Sorry for being a troll. Seems like someone should point this out.

I'm all for more intelligence being used by regular people.

hmmm (0, Redundant)

nomadic (141991) | more than 7 years ago | (#19053911)

Well wouldn't smart hybrid cars be even MORE efficient?

Beam me up Scotty... (0)

Anonymous Coward | more than 7 years ago | (#19053939)

...there are no intelligent cars down here.

Hybrid cars will work just by buying and using a hybrid vehicle.

Intelligent cars will work when a massive nationwide highway network is built and rolled out.

Sounds like hybrids are the way to go right now.

Killing two birds with one stone (3, Insightful)

TheWoozle (984500) | more than 7 years ago | (#19053991)

We can end our dependence on fossil fuels and solve the obesity problem in the U.S. in one fell stroke: ban automobiles and give everyone a bicycle.

Not to mention that road fatalities would drop to effectively zero.

I'm not saying...I'm just saying.

How important the findings are? (1)

9gezegen (824655) | more than 7 years ago | (#19054011)

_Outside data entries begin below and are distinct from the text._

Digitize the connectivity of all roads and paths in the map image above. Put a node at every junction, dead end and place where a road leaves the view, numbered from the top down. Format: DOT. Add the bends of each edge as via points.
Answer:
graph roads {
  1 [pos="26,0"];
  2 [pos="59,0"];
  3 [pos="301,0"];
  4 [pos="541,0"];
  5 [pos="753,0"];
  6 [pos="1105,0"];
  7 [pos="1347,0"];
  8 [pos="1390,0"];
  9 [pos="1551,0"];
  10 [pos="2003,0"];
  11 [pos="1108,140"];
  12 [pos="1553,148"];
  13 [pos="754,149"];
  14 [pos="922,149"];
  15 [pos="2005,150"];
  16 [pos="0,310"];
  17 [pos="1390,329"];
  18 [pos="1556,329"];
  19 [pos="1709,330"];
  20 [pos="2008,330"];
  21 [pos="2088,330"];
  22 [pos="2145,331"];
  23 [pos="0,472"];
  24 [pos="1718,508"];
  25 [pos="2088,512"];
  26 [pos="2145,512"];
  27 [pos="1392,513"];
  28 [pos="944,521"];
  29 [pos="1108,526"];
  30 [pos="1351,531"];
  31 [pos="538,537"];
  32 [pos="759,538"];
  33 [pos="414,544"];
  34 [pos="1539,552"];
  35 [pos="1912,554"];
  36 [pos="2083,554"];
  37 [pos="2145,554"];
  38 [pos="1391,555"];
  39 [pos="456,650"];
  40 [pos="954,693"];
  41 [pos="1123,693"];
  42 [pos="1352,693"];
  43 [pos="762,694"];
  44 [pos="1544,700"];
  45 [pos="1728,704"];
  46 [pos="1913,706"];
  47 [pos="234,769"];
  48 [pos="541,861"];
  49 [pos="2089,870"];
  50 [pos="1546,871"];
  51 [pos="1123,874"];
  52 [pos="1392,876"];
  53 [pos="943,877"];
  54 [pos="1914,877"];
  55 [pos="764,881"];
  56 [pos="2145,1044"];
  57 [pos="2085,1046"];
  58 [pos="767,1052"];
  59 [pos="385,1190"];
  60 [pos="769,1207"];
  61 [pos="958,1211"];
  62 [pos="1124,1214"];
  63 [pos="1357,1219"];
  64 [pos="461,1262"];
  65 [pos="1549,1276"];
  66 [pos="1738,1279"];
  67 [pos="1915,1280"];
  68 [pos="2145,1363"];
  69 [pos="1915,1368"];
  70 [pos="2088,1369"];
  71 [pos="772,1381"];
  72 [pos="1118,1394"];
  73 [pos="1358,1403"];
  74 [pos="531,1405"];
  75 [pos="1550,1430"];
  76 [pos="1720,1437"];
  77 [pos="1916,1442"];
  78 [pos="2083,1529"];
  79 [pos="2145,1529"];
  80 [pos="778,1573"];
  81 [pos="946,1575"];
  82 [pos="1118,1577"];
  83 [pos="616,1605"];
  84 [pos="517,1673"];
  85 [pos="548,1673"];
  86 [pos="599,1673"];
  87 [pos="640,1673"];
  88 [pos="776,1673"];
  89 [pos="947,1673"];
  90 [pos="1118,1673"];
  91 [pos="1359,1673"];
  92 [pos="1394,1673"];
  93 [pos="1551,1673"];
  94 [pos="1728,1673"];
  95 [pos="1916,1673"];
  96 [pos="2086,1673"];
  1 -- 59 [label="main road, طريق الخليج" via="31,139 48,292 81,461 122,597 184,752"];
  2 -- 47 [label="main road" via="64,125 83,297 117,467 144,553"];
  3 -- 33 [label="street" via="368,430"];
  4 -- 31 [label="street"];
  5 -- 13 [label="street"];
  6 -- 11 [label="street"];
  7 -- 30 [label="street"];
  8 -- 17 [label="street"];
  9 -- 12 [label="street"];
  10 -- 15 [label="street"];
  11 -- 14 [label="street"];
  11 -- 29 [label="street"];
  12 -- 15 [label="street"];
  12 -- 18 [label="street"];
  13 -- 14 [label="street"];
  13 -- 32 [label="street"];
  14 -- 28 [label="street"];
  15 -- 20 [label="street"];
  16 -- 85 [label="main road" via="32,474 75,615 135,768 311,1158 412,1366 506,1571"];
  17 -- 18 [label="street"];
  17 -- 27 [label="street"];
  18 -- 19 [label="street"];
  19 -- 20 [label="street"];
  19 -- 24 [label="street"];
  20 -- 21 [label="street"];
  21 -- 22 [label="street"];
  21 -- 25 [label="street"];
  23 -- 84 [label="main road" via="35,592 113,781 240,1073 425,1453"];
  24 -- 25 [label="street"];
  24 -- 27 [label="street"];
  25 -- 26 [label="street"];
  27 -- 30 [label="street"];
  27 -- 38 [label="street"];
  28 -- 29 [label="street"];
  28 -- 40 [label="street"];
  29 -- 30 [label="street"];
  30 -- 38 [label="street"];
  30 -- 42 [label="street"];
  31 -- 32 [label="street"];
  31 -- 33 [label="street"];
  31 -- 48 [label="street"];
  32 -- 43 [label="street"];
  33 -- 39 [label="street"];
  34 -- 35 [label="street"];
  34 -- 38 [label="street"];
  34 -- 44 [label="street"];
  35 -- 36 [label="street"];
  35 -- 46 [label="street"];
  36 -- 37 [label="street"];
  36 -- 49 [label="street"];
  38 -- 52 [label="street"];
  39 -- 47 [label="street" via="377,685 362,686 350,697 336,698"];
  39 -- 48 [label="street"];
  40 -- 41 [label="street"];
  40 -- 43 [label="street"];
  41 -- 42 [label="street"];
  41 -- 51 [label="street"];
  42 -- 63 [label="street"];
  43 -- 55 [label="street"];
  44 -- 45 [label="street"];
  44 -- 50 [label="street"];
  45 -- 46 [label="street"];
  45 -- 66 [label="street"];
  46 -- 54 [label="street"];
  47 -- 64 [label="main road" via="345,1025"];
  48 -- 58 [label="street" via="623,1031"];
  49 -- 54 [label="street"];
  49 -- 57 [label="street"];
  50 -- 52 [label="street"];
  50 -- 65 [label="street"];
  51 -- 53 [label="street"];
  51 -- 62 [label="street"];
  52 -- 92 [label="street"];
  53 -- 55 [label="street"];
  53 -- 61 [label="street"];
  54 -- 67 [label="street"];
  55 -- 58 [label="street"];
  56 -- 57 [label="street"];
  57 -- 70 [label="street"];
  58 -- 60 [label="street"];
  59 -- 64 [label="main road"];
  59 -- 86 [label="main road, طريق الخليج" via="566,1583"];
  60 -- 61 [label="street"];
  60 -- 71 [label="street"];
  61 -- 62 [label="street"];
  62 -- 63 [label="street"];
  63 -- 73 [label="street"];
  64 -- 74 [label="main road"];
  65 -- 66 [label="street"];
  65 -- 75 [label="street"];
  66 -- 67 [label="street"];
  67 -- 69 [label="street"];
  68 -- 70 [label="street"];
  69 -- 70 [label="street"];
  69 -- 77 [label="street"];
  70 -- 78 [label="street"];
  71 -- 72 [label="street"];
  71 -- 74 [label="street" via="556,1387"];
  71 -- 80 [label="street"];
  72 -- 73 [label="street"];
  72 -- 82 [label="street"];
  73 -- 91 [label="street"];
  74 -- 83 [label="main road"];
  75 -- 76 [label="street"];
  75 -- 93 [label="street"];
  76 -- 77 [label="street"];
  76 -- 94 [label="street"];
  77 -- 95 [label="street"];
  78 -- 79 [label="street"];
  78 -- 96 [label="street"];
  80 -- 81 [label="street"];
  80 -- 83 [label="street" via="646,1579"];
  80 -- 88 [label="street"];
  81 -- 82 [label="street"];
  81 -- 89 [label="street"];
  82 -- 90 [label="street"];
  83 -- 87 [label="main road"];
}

After searching the web for the names of the researchers, I came empty handed. Australia's Intelligent Transport Systems do not have a link to the paper, Elsevier doesn't have the online article yet at ScienceDirect. This leaves the question on what they compared the intelligent systems against. It is possible that intelligent systems behave better (but under what kind of conditions?. It is stated that the cars used Australian driving cycle but what conditions those cycles represent. Was that under heavy traffic or on empty highways?). But the most important question is not answered, how the a hybrid with an intelligent system is going to behave. Since hybrids gain an important portion of their power from breaks, what would happen if an intelligent system reduced the amount of braking? In that case, would an intelligent system that promotes breaking would be more efficient? As I said I couldn't find the research paper but it seems like these questions are not answered.

I, for one,... (1)

NoseBag (243097) | more than 7 years ago | (#19054037)

...would love to see this implemented autonomously, just so's I could observe it and marvel at the principles of adaptive feedback control. Poetry in motion!

We're getting hosed. (1)

jpellino (202698) | more than 7 years ago | (#19054063)

The UK Ford Focus gets mileage like a Prius.
The US Ford Focus gets mileage like a Taurus.
They CAN DO THIS ANYWHERE.
They choose not to and claim it's too expensive or impossible.